Search the material below for the string "Schmitz" and extract each line that has it.

* Available records:
################
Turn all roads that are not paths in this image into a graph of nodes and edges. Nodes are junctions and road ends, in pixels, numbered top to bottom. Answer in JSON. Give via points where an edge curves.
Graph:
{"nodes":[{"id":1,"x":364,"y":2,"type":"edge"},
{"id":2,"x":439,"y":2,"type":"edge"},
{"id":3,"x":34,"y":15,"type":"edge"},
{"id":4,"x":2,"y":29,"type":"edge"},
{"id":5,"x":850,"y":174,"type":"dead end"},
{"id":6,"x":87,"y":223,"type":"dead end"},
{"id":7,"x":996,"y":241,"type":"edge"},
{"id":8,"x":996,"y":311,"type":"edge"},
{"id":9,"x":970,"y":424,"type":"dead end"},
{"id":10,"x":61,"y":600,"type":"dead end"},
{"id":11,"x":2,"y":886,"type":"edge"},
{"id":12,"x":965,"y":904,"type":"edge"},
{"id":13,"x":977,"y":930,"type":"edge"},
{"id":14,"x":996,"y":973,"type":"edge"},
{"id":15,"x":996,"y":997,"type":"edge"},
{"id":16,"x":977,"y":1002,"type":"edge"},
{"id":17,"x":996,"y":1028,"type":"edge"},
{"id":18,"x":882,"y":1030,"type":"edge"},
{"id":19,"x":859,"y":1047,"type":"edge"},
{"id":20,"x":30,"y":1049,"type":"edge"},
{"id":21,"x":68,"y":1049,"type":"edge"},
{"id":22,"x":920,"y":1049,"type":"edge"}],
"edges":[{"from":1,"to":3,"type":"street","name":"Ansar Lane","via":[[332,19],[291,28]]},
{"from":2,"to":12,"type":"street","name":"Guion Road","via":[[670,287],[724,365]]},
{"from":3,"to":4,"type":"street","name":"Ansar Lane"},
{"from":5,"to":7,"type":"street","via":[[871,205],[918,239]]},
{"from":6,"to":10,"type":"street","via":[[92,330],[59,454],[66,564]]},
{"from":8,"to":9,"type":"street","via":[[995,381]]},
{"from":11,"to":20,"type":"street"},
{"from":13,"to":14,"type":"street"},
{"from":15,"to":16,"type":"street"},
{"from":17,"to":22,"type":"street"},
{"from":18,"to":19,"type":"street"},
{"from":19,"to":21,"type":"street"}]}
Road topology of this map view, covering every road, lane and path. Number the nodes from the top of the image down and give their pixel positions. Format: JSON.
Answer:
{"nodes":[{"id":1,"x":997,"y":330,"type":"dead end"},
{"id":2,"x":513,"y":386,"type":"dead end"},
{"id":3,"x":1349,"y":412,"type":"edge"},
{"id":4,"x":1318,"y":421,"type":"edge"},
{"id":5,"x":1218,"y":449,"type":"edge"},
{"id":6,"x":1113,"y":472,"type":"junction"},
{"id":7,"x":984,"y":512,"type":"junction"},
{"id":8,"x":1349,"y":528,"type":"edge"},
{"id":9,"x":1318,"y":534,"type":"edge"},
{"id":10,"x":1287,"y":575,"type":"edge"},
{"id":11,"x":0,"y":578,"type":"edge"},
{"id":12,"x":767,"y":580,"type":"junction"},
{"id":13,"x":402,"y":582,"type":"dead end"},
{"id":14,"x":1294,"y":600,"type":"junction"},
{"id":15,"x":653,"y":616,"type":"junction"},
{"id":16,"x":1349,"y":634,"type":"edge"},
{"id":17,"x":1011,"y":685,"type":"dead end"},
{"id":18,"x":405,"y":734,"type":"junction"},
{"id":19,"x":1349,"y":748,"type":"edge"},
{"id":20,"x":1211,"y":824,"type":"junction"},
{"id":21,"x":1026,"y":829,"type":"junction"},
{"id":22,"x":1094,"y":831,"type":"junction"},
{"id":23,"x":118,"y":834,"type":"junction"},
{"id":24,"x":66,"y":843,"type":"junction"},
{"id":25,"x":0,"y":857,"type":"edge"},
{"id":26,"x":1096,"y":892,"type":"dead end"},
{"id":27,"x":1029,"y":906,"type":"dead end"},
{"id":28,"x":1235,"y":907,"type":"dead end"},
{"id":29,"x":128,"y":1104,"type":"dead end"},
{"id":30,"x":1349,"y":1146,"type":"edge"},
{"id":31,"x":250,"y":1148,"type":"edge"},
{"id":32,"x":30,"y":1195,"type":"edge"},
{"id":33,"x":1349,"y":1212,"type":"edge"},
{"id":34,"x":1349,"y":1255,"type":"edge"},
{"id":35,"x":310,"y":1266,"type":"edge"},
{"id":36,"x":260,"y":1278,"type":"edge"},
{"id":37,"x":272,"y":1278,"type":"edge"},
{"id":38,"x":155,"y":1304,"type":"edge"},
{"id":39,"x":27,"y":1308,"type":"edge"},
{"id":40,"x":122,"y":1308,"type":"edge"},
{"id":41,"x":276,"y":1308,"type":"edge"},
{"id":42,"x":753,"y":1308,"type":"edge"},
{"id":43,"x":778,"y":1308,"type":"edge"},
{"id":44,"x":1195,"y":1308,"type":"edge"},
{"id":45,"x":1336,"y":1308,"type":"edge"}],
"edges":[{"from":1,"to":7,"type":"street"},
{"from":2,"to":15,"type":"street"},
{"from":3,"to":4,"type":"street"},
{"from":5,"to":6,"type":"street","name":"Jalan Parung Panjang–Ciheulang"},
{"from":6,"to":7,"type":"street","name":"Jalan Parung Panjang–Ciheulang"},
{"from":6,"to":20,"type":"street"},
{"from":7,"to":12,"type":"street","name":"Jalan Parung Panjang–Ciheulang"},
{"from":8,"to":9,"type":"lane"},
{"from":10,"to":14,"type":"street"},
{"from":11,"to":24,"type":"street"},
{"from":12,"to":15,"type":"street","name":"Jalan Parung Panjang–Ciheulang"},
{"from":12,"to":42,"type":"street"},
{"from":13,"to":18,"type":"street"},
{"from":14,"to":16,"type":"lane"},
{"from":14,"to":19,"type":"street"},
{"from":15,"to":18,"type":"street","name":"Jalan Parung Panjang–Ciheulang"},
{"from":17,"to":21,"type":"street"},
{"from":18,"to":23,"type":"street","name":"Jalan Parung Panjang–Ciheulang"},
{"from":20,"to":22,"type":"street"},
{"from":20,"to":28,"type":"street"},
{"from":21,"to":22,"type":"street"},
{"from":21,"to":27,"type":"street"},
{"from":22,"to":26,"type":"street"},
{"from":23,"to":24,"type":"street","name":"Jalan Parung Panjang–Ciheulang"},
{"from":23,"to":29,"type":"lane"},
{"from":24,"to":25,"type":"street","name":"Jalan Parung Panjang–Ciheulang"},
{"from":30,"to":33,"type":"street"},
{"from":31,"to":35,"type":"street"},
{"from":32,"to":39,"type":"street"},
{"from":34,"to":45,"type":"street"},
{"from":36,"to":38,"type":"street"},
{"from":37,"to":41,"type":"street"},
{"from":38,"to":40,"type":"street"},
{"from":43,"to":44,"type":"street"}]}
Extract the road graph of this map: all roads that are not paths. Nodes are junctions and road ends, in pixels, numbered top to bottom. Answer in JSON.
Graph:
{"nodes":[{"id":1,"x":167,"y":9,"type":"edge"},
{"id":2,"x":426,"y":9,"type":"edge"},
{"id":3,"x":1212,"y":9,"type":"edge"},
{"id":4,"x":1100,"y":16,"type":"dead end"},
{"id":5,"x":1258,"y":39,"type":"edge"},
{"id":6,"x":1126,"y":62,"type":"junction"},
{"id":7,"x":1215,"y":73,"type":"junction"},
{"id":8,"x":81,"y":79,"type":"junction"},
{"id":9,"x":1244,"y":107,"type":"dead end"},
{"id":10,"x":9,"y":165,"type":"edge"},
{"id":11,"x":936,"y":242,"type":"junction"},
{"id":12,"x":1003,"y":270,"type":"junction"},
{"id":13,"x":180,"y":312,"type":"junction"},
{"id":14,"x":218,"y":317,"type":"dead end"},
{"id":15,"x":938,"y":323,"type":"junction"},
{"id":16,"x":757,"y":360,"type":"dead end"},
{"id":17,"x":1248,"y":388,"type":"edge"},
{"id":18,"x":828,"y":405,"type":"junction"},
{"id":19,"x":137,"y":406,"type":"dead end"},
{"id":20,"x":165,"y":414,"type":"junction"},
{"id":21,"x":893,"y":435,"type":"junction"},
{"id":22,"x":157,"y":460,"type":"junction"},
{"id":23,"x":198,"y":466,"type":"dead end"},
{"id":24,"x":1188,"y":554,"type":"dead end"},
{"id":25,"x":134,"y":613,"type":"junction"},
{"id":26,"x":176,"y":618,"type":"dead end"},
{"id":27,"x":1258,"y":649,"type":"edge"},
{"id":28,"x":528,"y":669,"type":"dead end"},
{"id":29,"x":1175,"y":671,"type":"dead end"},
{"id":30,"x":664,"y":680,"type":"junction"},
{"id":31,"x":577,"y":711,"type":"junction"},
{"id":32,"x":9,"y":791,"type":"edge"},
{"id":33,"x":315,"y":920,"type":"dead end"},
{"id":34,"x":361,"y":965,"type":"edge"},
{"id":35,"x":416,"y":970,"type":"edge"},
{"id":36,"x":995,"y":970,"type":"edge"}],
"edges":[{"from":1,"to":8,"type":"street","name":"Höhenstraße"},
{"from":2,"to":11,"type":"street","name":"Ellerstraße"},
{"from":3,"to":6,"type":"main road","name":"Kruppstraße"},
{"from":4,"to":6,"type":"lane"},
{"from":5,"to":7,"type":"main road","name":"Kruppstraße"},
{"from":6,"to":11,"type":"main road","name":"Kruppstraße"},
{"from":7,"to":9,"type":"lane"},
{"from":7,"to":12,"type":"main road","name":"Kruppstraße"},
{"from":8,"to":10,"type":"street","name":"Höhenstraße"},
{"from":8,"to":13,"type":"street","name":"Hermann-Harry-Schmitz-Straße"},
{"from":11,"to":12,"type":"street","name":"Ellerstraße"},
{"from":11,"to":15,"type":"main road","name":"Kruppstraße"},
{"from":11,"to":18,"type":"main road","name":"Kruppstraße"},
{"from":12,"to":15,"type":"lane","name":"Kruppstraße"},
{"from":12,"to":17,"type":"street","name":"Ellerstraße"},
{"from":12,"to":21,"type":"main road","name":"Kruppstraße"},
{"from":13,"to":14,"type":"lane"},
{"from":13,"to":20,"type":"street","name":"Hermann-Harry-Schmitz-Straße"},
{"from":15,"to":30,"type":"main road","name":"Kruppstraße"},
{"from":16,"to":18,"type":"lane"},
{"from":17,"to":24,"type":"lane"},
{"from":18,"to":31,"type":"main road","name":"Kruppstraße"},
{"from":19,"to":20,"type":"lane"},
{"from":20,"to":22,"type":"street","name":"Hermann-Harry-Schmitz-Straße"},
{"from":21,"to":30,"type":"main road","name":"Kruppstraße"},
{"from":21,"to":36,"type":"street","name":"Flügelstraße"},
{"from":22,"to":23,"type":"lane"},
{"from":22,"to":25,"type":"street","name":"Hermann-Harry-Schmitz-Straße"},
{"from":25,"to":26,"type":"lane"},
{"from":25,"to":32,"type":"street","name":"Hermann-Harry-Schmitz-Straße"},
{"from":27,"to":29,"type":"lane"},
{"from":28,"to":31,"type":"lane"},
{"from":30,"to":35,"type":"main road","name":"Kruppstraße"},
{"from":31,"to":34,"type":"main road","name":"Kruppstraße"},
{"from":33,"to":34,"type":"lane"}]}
################
* Answer box:
{"from":8,"to":13,"type":"street","name":"Hermann-Harry-Schmitz-Straße"},
{"from":13,"to":20,"type":"street","name":"Hermann-Harry-Schmitz-Straße"},
{"from":20,"to":22,"type":"street","name":"Hermann-Harry-Schmitz-Straße"},
{"from":22,"to":25,"type":"street","name":"Hermann-Harry-Schmitz-Straße"},
{"from":25,"to":32,"type":"street","name":"Hermann-Harry-Schmitz-Straße"},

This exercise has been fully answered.